'''
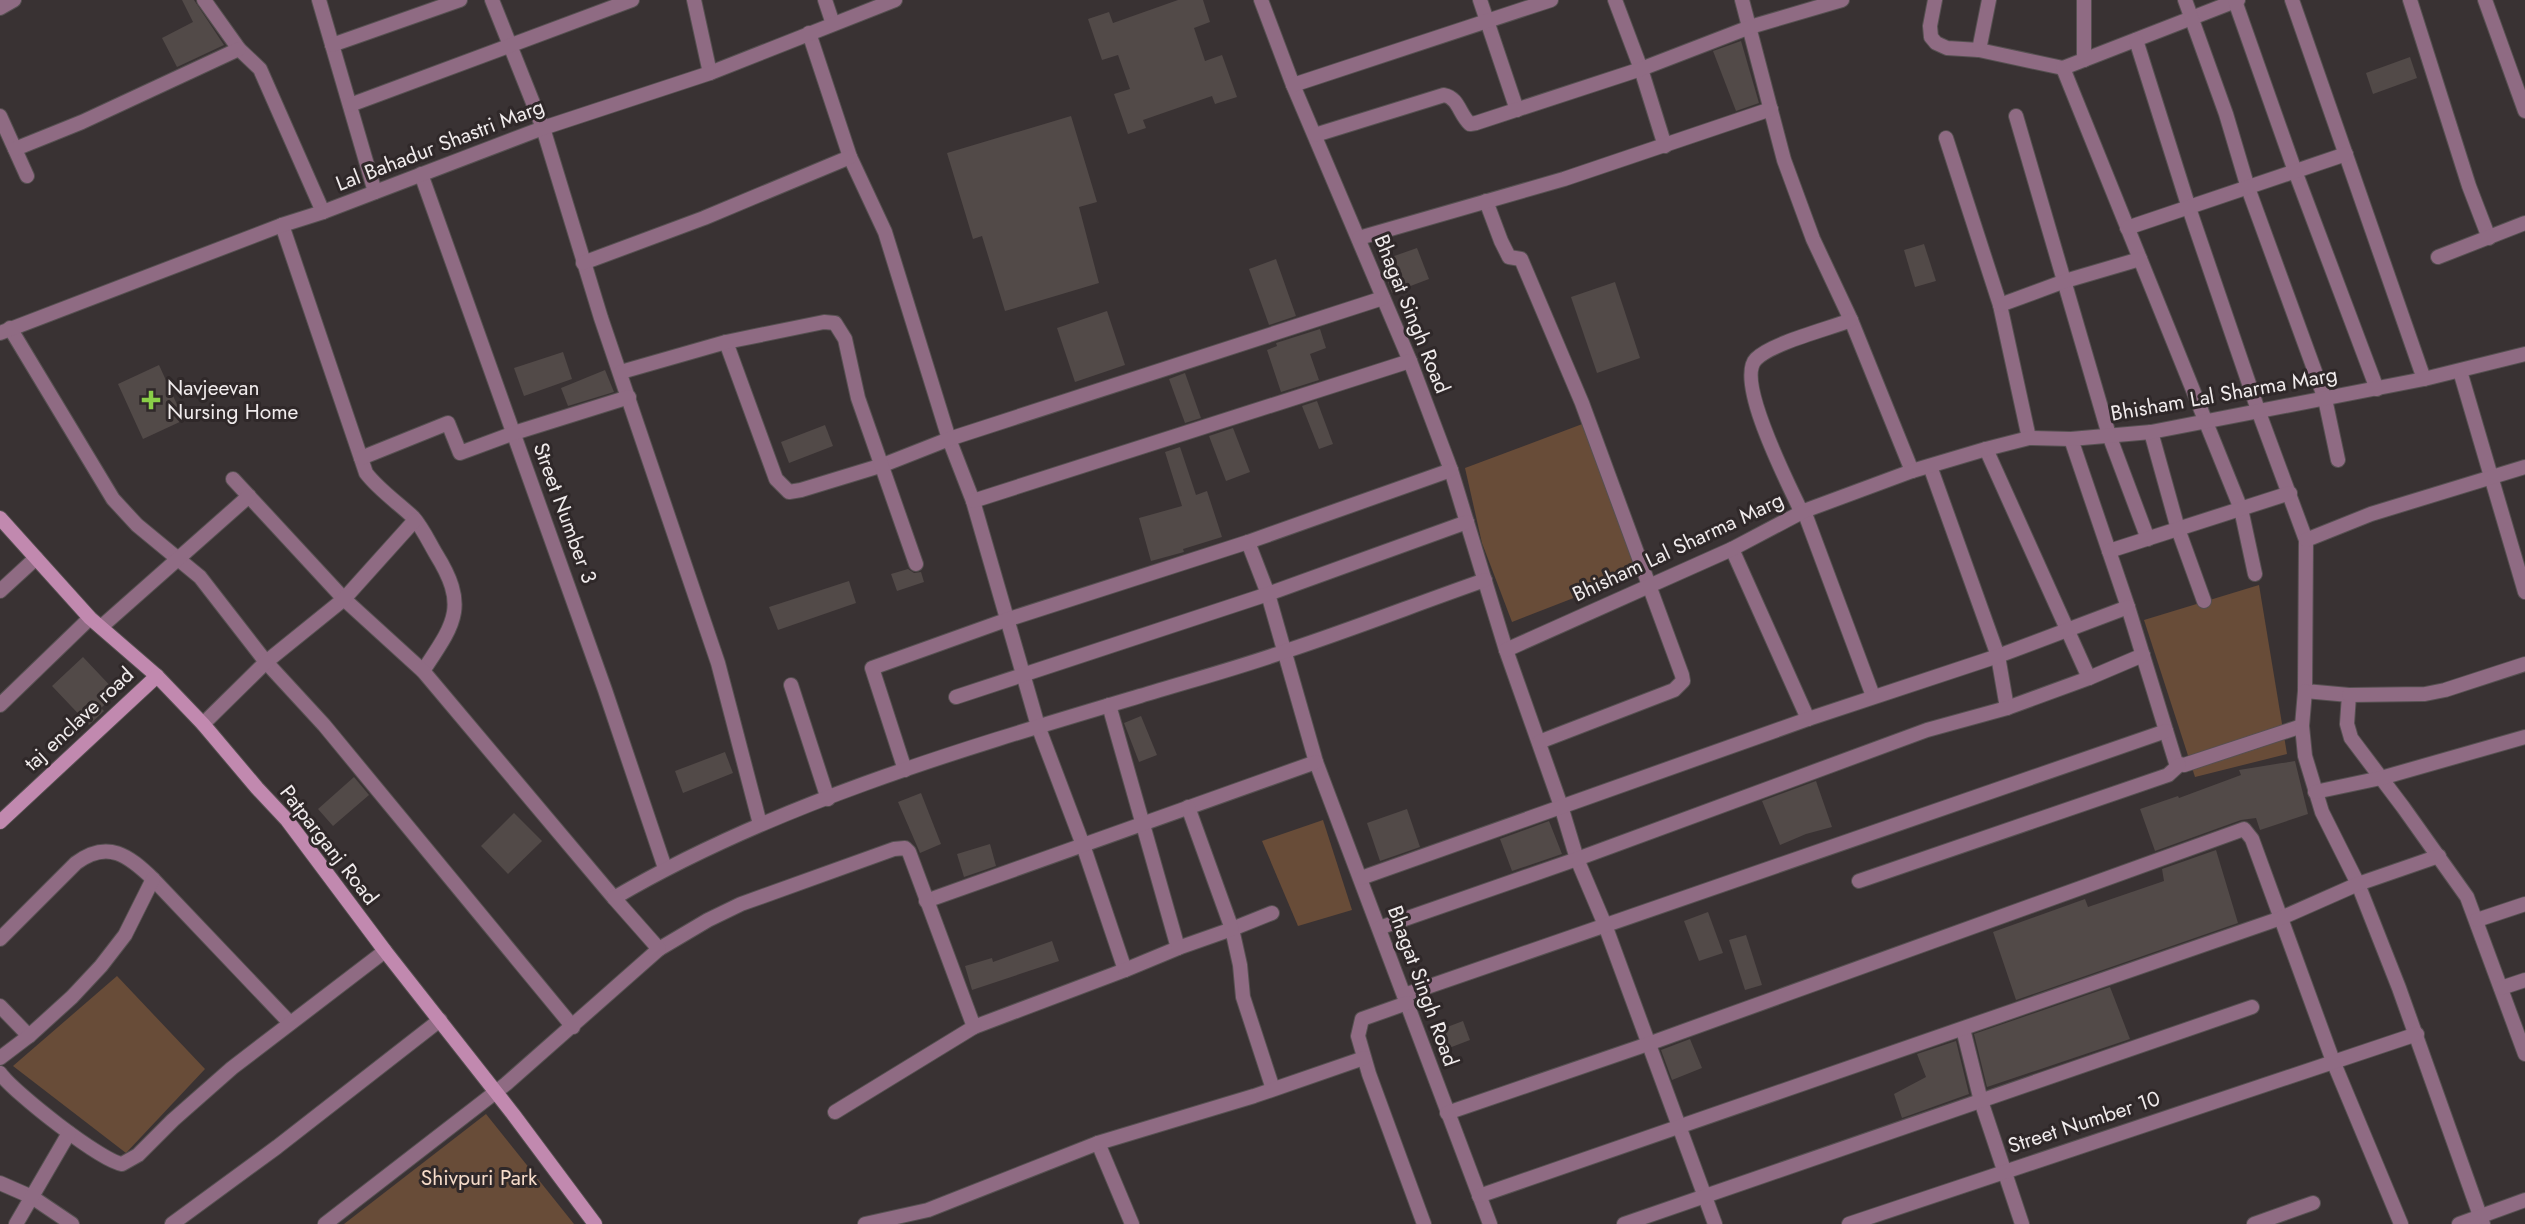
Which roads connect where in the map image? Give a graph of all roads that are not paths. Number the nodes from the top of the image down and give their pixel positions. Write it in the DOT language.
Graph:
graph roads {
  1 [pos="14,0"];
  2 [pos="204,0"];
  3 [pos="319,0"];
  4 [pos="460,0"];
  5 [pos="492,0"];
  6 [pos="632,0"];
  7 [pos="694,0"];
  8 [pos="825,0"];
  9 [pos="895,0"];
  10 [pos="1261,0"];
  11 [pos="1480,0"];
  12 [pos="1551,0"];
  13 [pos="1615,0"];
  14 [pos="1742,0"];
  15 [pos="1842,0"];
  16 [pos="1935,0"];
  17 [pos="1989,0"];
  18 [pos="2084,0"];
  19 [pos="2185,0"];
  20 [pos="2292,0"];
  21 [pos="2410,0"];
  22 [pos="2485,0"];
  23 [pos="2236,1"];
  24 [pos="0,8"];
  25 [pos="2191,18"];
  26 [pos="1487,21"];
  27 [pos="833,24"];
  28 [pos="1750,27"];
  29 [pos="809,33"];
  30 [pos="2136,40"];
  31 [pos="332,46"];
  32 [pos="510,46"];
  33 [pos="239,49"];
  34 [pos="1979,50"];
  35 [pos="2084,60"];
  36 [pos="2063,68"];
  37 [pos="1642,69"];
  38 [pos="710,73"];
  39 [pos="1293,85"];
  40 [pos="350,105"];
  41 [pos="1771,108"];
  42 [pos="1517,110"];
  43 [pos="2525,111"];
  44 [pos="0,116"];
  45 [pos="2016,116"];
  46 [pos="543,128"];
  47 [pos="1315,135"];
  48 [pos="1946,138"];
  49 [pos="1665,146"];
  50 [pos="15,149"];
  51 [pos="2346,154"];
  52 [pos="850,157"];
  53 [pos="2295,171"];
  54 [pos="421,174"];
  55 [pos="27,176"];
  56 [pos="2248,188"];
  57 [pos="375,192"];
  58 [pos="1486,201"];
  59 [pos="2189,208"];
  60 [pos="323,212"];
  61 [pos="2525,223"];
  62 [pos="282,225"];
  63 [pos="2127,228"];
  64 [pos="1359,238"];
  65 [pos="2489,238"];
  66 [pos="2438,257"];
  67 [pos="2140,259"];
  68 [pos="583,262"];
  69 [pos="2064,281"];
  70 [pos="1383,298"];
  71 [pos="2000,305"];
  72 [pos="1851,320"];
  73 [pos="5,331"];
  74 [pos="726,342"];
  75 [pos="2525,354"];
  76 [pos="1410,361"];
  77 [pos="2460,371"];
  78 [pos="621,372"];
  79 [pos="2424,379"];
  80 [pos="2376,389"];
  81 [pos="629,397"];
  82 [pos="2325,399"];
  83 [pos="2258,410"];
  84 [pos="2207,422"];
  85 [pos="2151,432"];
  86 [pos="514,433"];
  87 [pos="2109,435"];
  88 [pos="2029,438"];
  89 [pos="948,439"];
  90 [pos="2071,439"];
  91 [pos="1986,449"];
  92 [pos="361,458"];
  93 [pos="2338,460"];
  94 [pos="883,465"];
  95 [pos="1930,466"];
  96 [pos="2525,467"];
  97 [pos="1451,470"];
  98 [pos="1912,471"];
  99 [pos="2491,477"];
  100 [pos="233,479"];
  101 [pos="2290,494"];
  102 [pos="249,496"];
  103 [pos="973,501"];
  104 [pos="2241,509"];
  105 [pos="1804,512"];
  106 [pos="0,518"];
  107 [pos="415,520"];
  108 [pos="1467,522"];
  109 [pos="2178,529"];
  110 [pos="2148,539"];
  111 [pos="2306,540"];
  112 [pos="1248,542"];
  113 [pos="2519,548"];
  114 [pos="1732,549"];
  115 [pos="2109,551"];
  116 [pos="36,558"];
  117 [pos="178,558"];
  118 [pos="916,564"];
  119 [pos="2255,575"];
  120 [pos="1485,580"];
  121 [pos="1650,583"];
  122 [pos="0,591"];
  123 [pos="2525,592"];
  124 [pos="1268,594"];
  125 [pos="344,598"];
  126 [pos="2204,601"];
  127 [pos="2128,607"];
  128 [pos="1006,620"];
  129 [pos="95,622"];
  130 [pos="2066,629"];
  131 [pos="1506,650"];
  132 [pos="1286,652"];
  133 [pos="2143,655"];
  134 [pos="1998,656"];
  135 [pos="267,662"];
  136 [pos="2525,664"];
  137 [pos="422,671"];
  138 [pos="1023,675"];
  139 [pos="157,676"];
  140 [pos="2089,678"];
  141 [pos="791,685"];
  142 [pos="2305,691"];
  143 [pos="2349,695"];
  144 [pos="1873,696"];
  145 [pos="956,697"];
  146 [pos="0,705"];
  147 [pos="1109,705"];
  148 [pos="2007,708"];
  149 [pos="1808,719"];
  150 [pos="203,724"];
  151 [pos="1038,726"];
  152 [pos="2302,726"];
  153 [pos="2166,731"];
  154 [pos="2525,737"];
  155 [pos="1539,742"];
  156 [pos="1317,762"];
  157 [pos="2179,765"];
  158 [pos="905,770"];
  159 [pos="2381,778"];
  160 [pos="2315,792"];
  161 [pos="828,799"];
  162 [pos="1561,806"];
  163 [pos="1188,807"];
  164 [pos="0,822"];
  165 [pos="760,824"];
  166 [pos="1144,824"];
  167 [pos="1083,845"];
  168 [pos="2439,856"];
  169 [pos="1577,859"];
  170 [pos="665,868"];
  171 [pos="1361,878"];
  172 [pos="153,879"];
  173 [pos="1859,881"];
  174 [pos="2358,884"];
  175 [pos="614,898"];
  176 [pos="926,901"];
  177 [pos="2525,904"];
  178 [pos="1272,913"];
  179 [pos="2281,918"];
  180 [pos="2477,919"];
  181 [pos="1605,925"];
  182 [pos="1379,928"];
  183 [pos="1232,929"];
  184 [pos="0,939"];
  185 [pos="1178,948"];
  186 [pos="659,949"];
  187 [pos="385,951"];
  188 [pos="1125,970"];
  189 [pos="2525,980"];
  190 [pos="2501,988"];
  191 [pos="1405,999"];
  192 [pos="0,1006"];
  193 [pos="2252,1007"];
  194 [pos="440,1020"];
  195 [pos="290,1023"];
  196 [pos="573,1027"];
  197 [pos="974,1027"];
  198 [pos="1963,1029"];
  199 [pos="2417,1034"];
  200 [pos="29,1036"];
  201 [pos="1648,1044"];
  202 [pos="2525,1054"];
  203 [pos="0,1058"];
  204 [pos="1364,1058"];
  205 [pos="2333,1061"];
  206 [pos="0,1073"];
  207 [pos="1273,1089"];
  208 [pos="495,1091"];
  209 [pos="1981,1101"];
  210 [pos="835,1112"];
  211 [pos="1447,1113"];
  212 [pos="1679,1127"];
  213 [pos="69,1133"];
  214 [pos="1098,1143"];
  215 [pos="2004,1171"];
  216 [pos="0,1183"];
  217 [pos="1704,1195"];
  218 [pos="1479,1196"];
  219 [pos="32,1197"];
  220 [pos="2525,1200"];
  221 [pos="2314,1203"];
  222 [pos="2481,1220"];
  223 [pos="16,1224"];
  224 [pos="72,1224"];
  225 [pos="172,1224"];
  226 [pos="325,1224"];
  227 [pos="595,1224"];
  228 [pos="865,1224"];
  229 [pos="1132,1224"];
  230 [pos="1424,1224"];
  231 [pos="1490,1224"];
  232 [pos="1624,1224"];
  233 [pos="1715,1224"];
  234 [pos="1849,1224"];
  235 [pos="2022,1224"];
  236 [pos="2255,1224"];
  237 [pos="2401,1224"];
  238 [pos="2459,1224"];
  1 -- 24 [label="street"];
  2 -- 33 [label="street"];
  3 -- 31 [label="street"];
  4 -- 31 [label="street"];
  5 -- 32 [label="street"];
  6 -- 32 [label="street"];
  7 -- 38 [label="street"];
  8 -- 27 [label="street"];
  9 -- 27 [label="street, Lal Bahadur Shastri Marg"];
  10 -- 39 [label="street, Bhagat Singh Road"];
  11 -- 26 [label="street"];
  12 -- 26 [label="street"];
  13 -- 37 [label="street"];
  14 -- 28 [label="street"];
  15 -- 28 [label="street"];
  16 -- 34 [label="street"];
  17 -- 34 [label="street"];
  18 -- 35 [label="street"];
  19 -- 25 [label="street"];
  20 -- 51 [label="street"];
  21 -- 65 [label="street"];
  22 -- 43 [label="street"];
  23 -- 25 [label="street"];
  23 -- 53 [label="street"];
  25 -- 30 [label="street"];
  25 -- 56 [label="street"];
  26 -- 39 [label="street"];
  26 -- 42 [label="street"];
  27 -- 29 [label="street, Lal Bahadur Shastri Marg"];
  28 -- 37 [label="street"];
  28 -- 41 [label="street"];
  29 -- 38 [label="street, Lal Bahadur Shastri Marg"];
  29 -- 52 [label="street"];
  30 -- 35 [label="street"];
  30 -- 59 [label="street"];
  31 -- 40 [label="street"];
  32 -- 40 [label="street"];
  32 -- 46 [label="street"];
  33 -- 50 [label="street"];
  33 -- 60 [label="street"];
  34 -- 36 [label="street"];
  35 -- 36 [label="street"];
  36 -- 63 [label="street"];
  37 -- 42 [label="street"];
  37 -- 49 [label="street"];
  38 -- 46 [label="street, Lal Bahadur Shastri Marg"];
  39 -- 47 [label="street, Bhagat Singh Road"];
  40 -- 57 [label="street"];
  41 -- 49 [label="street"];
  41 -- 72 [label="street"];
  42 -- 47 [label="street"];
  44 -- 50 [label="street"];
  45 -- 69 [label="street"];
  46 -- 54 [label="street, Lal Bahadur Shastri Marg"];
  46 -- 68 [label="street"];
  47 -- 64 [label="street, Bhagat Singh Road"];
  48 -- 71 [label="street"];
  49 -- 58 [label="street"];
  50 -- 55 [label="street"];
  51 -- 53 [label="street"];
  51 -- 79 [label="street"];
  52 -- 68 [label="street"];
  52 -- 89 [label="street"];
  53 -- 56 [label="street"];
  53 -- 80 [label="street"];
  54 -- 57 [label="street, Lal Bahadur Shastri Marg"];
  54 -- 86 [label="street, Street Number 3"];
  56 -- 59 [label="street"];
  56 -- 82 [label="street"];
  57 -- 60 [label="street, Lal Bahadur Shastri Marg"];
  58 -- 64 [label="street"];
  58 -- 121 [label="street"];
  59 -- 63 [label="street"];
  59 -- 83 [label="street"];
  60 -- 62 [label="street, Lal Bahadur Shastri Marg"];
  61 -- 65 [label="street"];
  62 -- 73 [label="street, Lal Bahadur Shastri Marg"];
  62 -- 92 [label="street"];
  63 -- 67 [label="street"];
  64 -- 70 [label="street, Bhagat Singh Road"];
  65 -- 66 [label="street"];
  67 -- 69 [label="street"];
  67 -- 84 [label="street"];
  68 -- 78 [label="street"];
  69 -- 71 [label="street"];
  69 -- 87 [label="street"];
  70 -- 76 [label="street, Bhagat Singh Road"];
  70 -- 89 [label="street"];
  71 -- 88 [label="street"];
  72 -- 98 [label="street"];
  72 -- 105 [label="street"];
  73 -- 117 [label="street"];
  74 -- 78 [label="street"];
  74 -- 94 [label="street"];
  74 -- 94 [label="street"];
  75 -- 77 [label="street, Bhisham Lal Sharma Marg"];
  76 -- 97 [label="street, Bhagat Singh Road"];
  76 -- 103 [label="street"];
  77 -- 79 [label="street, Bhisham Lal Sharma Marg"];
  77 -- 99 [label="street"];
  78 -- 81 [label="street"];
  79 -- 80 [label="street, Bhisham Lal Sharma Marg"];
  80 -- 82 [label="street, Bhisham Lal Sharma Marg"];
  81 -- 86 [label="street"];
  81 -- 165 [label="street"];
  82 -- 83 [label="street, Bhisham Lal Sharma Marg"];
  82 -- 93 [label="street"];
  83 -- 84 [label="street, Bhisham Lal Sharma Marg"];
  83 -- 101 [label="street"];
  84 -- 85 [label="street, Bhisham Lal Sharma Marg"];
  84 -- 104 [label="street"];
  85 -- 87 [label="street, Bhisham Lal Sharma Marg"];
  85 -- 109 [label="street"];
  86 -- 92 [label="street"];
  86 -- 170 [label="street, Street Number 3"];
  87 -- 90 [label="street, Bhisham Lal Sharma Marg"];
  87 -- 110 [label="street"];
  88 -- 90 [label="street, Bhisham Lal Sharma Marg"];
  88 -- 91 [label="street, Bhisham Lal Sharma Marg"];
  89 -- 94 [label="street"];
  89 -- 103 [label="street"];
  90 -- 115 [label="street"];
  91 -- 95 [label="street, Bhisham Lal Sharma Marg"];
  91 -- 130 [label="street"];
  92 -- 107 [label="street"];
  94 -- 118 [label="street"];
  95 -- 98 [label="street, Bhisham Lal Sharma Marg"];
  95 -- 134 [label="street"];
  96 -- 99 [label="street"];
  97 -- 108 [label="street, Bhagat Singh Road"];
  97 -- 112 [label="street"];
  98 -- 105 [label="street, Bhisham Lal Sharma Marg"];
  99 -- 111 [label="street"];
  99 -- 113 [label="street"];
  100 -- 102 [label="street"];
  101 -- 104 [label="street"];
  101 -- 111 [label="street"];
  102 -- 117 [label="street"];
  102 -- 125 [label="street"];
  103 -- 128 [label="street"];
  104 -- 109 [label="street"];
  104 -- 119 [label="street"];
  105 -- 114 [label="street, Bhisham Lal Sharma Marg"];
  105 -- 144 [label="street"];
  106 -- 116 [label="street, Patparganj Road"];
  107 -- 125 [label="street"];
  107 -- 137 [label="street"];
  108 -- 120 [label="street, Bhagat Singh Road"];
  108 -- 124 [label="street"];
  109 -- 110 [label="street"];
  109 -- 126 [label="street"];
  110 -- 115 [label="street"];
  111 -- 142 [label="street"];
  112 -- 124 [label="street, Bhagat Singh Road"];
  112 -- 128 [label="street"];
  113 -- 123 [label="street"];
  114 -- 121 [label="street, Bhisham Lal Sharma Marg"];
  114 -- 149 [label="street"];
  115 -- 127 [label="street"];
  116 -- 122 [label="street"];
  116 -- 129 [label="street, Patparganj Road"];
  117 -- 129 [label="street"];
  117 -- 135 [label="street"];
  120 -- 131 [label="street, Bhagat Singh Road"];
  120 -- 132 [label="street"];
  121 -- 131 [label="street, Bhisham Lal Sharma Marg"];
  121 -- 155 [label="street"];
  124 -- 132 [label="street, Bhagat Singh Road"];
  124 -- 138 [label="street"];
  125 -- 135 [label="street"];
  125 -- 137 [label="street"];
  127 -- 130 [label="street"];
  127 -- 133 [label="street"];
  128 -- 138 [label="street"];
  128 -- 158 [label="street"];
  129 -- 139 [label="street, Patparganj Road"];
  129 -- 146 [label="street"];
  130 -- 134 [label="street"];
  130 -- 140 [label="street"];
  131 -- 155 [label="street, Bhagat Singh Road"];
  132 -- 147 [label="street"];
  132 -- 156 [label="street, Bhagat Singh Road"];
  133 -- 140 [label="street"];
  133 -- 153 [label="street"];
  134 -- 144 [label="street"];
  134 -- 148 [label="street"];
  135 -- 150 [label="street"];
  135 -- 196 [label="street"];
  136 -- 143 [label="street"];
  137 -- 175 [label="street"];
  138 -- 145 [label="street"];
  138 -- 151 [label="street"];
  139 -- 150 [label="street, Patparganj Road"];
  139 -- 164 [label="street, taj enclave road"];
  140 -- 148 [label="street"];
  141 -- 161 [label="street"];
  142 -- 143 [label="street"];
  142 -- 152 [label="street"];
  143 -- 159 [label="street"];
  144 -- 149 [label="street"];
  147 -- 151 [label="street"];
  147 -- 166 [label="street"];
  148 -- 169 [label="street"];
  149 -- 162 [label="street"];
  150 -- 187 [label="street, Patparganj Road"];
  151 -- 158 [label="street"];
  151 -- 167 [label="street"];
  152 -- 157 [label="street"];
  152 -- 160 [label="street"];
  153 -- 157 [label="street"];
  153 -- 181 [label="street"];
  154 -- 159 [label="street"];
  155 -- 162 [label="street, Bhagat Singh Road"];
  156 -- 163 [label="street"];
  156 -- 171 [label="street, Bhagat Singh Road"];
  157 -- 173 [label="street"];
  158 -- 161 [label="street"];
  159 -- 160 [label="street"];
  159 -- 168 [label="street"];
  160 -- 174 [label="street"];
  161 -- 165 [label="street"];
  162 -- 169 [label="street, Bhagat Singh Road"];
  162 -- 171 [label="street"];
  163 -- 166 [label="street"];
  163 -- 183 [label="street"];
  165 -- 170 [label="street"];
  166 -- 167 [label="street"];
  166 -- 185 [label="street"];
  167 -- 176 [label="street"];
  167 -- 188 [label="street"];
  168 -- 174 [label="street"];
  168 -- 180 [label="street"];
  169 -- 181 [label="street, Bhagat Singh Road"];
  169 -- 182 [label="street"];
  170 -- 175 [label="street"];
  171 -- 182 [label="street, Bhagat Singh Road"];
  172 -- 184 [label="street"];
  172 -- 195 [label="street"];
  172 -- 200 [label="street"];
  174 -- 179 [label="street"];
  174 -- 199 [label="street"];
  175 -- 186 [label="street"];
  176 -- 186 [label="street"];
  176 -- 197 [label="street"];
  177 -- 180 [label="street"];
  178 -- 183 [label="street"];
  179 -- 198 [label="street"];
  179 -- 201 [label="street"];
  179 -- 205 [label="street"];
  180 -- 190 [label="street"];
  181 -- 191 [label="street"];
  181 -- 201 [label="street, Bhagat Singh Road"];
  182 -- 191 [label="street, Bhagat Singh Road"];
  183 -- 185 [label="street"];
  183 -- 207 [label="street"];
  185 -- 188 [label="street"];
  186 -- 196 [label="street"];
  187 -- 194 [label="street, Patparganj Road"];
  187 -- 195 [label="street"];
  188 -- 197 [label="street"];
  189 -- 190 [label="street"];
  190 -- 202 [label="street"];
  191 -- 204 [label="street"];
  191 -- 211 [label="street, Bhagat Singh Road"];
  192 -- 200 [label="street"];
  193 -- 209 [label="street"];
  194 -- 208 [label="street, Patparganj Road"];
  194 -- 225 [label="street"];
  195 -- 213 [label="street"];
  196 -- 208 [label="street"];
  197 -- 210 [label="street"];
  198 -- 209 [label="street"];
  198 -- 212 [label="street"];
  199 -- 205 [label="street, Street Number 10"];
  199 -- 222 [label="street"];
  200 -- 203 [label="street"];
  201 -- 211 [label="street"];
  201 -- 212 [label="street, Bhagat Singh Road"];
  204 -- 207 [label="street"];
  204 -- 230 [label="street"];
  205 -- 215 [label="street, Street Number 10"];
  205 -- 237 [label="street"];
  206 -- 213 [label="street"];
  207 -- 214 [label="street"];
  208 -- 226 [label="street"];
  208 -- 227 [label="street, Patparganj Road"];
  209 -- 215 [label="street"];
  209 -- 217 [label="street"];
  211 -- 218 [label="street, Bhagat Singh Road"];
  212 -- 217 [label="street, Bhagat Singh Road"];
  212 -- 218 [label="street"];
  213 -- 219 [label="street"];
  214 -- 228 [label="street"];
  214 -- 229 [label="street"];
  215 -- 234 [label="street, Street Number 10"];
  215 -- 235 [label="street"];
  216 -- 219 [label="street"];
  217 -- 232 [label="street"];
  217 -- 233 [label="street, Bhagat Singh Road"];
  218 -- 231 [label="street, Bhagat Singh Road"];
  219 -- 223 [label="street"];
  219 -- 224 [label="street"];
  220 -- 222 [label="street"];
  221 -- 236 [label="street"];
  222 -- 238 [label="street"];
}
'''
Problem to solve => Wherever the string "Patparganj" appears in the records, copy the whole line.

Written solution =>
  106 -- 116 [label="street, Patparganj Road"];
  116 -- 129 [label="street, Patparganj Road"];
  129 -- 139 [label="street, Patparganj Road"];
  139 -- 150 [label="street, Patparganj Road"];
  150 -- 187 [label="street, Patparganj Road"];
  187 -- 194 [label="street, Patparganj Road"];
  194 -- 208 [label="street, Patparganj Road"];
  208 -- 227 [label="street, Patparganj Road"];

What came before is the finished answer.